While I was walking, I first thought that maybe it would have been nicer if we had gotten a group to walk with us. Many walkers had t-shirts that affiliated them with their respective family, group, or county.

Then the nostalgia bug bit me. Well, perhaps not the nostalgia bug. But the bug that makes you feel so good that you're not even tempted to shove your brother into the harbor to swim with the ducks. Even though everyone was walking to support mental health in the state of Maryland, my family was walking to support me. Let the record show that teenagers can be humbled.

My family has been through a lot in the past few years. A hospitalization and a half, crippling depression, frustrating mania, waiting for medication to work, changing medications, and much more.

My mental illness has pushed my parents and my brother to become people they might not have otherwise been. They had to learn about my condition and the coping mechanism to deal with their newfound understanding. When I heard my mom say the word "cutting" out loud for the first time, I was struck with such a feeling of guilt and embarrassment. My sweet, loving mom should not even know that that kind of behavior exists. But she learned about it, and she hid things when she had to, and she made our home safe for me.

I am thankful for my family, and I am thankful for the support they continue to give even when I am too unwell to understand or appreciate it.


I am also thankful for my extended family. My Nanna, aunts, uncles, and cousins who read my blog and talk to me about what I'm going through. Uncle Tim, thank you for the happy texts. They pick me up throughout my day. Nanna, thank you for giving me strength. Becky, thank you for being my optimistic little cousin who understands my mood swings as best you can. Danielle and Sierra, thank you for giving your dorky younger cousin some of your time.

*

Then there's a completely separate category for my boyfriend, Chris. When I needed him, he assumed the role of additional caregiver. He did more than I ever could have asked of him. I am fairly certain that things can only get better from here, as my mood stability improves each day. Chris, thank you for sharing this very scary adventure with me. I love you.

*

To my second family, the Dessanti family: grazie. Vi amo. I have enjoyed your international support for many years. Thank you for always providing unconditional friendship and advice.
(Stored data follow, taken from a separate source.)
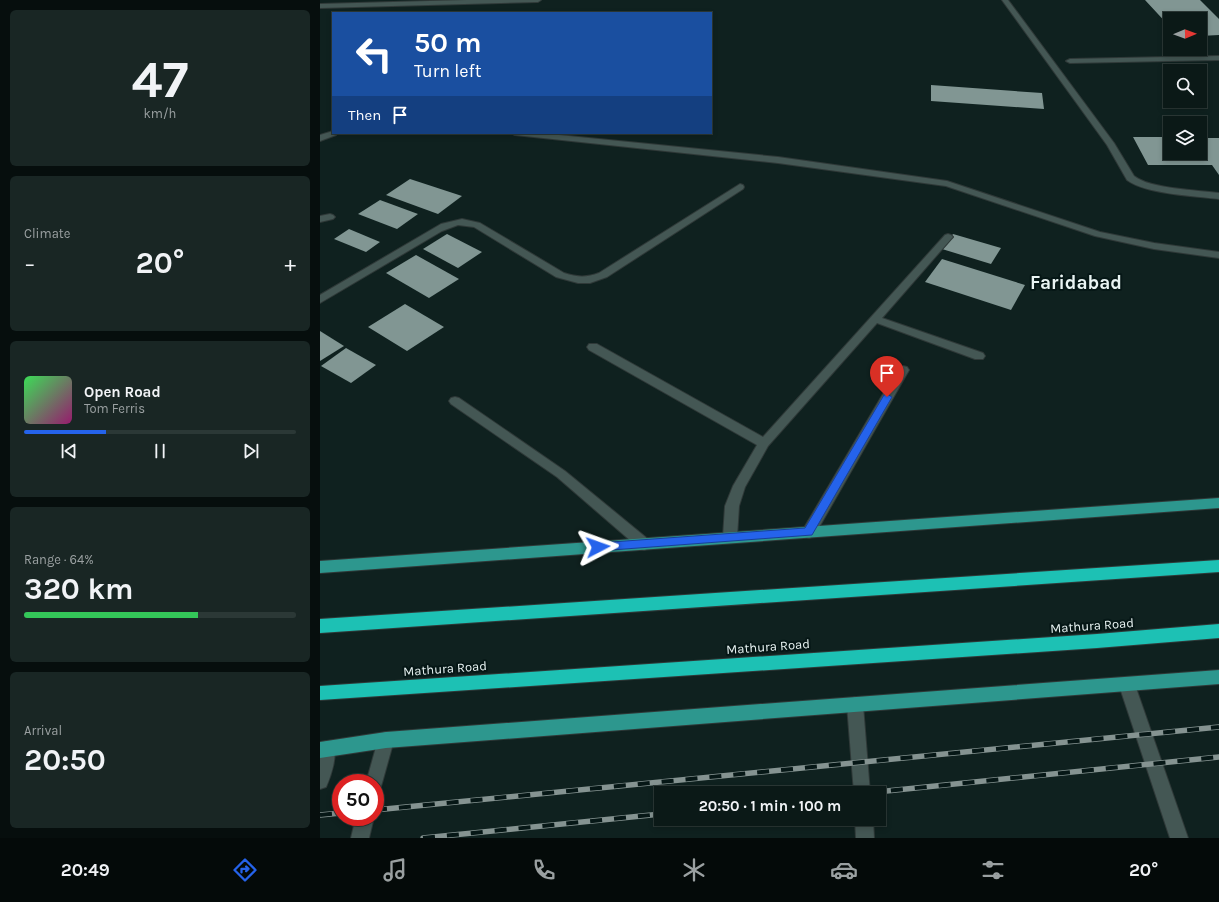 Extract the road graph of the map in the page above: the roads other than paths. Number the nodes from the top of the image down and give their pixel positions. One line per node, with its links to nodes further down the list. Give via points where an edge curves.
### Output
1 (538, 0): 3 (street)
2 (1005, 0): 10 (street, via 1111,145 1130,178 1149,186)
3 (320, 6)
4 (1219, 58): 5 (street)
5 (1070, 61)
6 (332, 133): 8 (street)
7 (525, 134): 14 (street, via 778,160 947,184 1098,234)
8 (320, 138)
9 (740, 187): 15 (street, via 609,272 590,280 560,275 477,225 458,221 439,229)
10 (1219, 196)
11 (330, 217): 12 (street)
12 (320, 219)
13 (948, 237): 16 (street)
14 (1219, 256)
15 (320, 300)
16 (875, 319): 18 (street); 21 (street)
17 (593, 347): 21 (street)
18 (978, 356)
19 (903, 370): 23 (street)
20 (455, 401): 25 (street, via 561,474)
21 (764, 443): 24 (street, via 739,486 732,506)
22 (1219, 503): 23 (main road)
23 (808, 532): 24 (main road)
24 (730, 537): 25 (main road)
25 (644, 544): 27 (main road)
26 (1219, 566): 28 (highway)
27 (320, 567)
28 (320, 626)
29 (1219, 631): 32 (highway, Mathura Road)
30 (1219, 677): 31 (main road)
31 (1128, 685): 33 (main road); 43 (street)
32 (320, 693)
33 (855, 705): 34 (main road); 38 (street)
34 (386, 740): 35 (main road); 36 (street)
35 (324, 749): 37 (street)
36 (377, 774)
37 (320, 781)
38 (861, 786)
39 (363, 826): 41 (street)
40 (864, 826): 42 (street)
41 (360, 838)
42 (865, 838)
43 (1179, 838)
My local friends. This is tricky because sometimes (read: often) I feel like I don't have many friends. But I want to recognize you as good, strong people that are capable of lifting my spirits. If you still talk to me since I started my different school schedule, there is a 100% chance that you are a wonderful person and that I'm thankful for your influence in my life. Norah, I couldn't get through FOT without you. Eric, your political texts are perfect. Jon, thank you for catching up with me when you get the chance. Olivia, thank you for keeping me sane at Kumon, French class, the bus, and prom night. Especially prom night. Dillon, Danny, Evan, Keith: you guys are great for games, laughs, and even serious time. :)


(Wow, I have enough friends. Sometimes I should just shut up and enjoy the people who are in my life)


To my friends located elsewhere, the distance does not weaken my appreciation of your support. Barbara Franklin, I love you so much, and I always notice your support of my blog! You were an excellent Girl Scout leader, and now you are an excellent friend. Malia, I still get sentimental thinking about our KingKong email. I love you, and I'm glad we still keep in touch. Zach, I'm sad we've grown apart over the years. I know it's mostly my fault. I miss you.

To all of the readers of my blog: sometimes just seeing that dumb hit counter go up keeps me going. Thank you for commenting, emailing me, or even just reading.

I know this was kind of a selfish blog post. Regular content will resume tomorrow, but today, I'm just feeling thankful.